→ Raw data
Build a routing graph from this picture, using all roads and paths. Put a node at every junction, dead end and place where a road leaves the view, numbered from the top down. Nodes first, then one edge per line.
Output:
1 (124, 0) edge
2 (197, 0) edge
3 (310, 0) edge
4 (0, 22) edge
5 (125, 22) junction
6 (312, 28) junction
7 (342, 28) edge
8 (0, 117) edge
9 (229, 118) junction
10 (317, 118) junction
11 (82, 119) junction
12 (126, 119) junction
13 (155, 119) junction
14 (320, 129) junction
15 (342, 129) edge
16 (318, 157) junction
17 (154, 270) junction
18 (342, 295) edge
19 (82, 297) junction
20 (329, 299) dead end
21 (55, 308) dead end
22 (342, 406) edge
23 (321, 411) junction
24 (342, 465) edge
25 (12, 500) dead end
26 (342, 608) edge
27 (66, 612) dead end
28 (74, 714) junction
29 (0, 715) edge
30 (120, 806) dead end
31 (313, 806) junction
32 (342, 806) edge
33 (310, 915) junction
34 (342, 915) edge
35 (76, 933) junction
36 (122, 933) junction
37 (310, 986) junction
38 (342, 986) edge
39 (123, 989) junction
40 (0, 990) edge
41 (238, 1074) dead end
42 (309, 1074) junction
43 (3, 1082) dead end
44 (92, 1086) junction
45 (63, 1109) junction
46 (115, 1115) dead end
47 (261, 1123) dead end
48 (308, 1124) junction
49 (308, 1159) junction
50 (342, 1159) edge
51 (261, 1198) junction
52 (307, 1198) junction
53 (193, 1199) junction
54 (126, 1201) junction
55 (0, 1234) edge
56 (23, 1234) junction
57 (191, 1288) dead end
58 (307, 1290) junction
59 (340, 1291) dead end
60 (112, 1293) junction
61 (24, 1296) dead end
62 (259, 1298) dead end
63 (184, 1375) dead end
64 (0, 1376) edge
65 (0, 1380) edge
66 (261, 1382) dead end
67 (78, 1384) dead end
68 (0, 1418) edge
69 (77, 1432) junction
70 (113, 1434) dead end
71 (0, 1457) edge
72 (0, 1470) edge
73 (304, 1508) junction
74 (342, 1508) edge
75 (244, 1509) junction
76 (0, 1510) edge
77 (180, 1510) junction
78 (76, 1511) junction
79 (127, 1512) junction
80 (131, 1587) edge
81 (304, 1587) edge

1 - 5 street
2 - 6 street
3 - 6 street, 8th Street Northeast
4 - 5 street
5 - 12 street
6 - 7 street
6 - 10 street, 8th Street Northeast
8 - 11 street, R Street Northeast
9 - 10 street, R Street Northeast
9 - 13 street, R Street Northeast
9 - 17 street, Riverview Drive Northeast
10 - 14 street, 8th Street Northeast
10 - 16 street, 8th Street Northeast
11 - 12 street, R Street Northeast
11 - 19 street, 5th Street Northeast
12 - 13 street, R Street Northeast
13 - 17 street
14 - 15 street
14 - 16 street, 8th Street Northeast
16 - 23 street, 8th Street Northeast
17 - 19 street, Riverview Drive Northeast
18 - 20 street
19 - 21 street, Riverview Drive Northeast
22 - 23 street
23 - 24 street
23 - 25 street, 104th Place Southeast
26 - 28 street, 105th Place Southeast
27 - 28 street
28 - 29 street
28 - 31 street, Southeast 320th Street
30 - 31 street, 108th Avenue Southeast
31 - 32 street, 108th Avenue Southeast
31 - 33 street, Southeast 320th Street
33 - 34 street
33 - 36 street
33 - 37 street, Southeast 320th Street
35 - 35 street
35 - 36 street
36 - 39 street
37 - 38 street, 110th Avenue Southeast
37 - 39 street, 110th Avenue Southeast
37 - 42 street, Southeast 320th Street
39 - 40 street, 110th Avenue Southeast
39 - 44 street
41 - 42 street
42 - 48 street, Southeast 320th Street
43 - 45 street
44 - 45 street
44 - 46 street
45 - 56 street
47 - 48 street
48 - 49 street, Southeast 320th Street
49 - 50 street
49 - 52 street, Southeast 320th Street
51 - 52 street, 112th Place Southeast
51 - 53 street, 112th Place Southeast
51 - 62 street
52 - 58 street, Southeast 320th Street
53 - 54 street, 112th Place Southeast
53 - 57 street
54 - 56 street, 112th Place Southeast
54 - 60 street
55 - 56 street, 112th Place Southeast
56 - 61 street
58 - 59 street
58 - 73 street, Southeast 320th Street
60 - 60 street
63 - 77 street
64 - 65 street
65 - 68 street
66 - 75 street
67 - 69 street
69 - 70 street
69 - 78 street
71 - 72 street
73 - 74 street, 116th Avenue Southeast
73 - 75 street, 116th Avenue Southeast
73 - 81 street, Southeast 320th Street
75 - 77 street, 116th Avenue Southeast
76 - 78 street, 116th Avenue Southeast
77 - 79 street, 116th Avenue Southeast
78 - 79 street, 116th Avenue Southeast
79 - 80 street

...

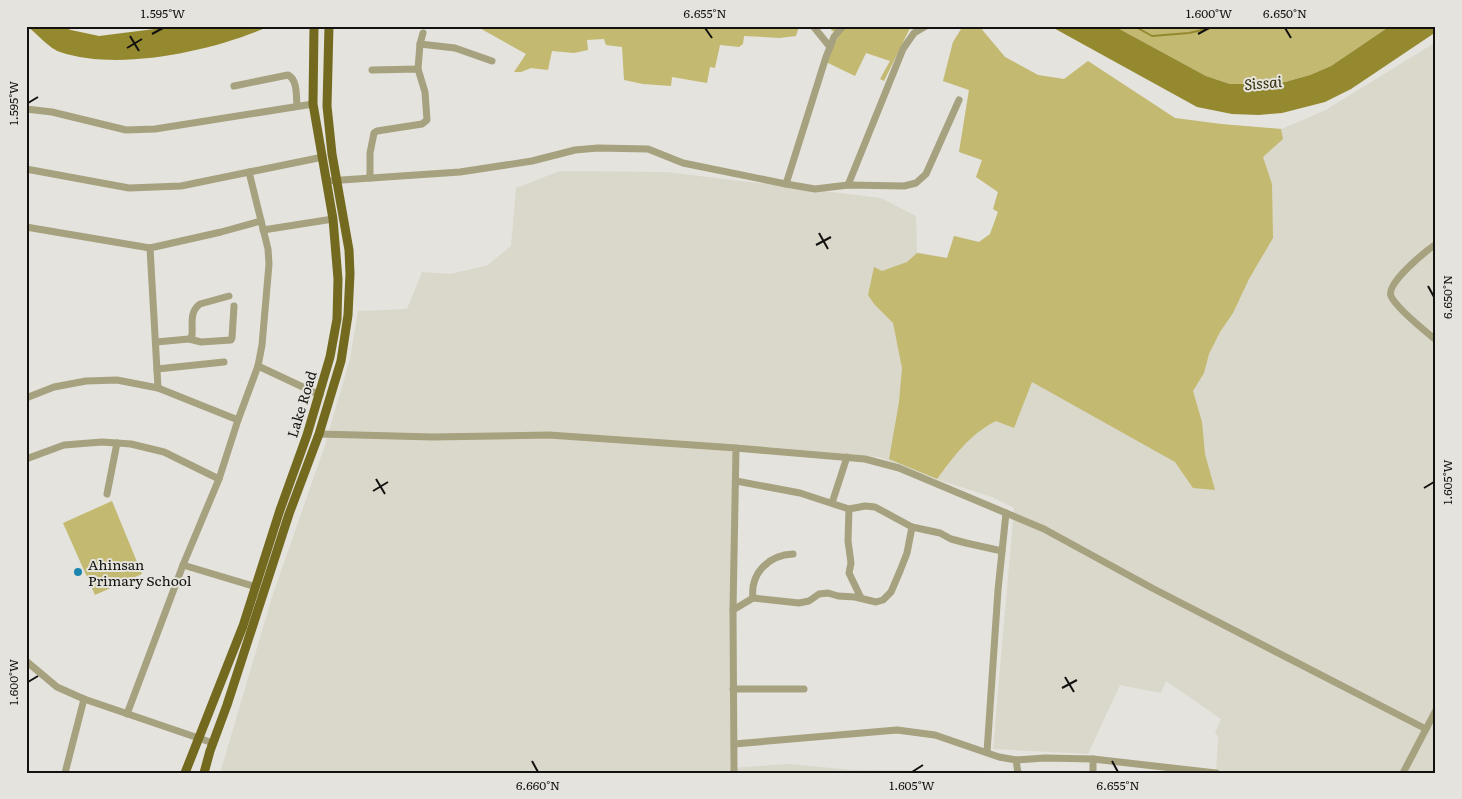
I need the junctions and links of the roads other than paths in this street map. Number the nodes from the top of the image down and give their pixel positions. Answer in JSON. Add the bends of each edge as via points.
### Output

→ Task item
Scan the listing above and identify each line holding the string "roads"; copy every such line.

→ Answer below
Build a routing graph from this picture, using all roads and paths. Put a node at every junction, dead end and place where a road leaves the view, numbered from the top down. Nodes first, then one edge per line.
I need the junctions and links of the roads other than paths in this street map. Number the nodes from the top of the image down and give their pixel positions. Answer in JSON. Add the bends of each edge as via points.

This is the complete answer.